(Stored data entries)
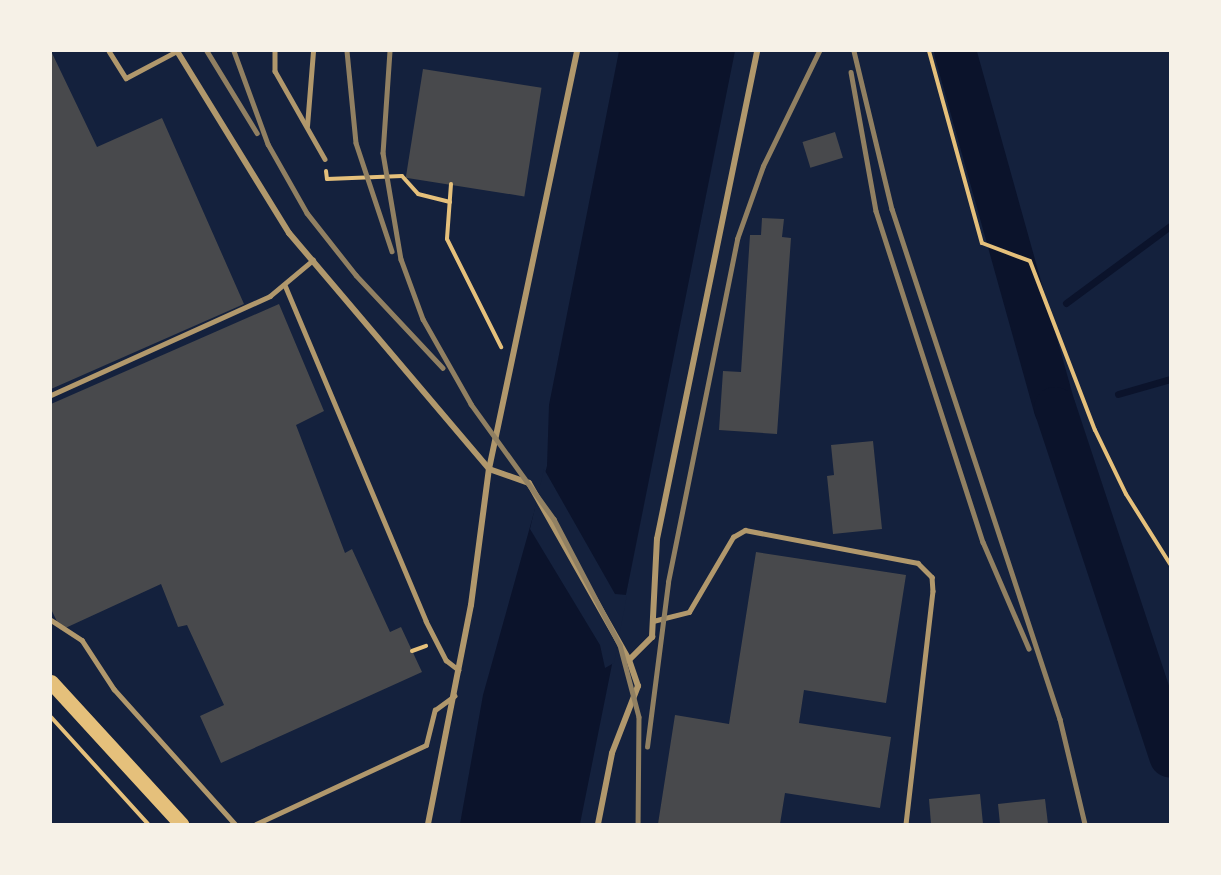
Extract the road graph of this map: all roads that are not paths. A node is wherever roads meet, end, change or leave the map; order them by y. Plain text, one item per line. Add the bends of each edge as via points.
1 (109, 51) edge
2 (177, 51) edge
3 (275, 51) edge
4 (313, 51) edge
5 (578, 51) edge
6 (757, 51) edge
7 (307, 126) junction
8 (325, 159) road end
9 (313, 261) junction
10 (285, 285) junction
11 (51, 395) edge
12 (489, 469) junction
13 (51, 620) edge
14 (653, 621) junction
15 (629, 660) junction
16 (459, 669) junction
17 (51, 682) edge
18 (454, 696) junction
19 (181, 824) edge
20 (235, 824) edge
21 (256, 824) edge
22 (428, 824) edge
23 (598, 824) edge
24 (906, 824) edge

1 - 2 lane via 126,78
2 - 9 street via 289,233
3 - 7 lane via 275,71
4 - 7 lane
5 - 12 street
6 - 14 street via 660,519
7 - 8 lane
9 - 10 lane
9 - 12 street
10 - 11 lane via 212,325
10 - 16 lane via 426,621 446,660
12 - 15 street via 522,480 532,490
12 - 16 street
13 - 20 lane via 82,640 121,698
14 - 15 street via 649,644
14 - 24 lane via 689,612 732,537 745,530 918,563 932,577 933,591
15 - 23 street via 638,686 612,753
16 - 18 street
17 - 19 main road
18 - 21 lane via 435,710 426,745
18 - 22 street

What is required: Faithful copy, images left out: write out every line of data.

Response to the exercise:
Extract the road graph of this map: all roads that are not paths. A node is wherever roads meet, end, change or leave the map; order them by y. Plain text, one item per line. Add the bends of each edge as via points.
1 (109, 51) edge
2 (177, 51) edge
3 (275, 51) edge
4 (313, 51) edge
5 (578, 51) edge
6 (757, 51) edge
7 (307, 126) junction
8 (325, 159) road end
9 (313, 261) junction
10 (285, 285) junction
11 (51, 395) edge
12 (489, 469) junction
13 (51, 620) edge
14 (653, 621) junction
15 (629, 660) junction
16 (459, 669) junction
17 (51, 682) edge
18 (454, 696) junction
19 (181, 824) edge
20 (235, 824) edge
21 (256, 824) edge
22 (428, 824) edge
23 (598, 824) edge
24 (906, 824) edge

1 - 2 lane via 126,78
2 - 9 street via 289,233
3 - 7 lane via 275,71
4 - 7 lane
5 - 12 street
6 - 14 street via 660,519
7 - 8 lane
9 - 10 lane
9 - 12 street
10 - 11 lane via 212,325
10 - 16 lane via 426,621 446,660
12 - 15 street via 522,480 532,490
12 - 16 street
13 - 20 lane via 82,640 121,698
14 - 15 street via 649,644
14 - 24 lane via 689,612 732,537 745,530 918,563 932,577 933,591
15 - 23 street via 638,686 612,753
16 - 18 street
17 - 19 main road
18 - 21 lane via 435,710 426,745
18 - 22 street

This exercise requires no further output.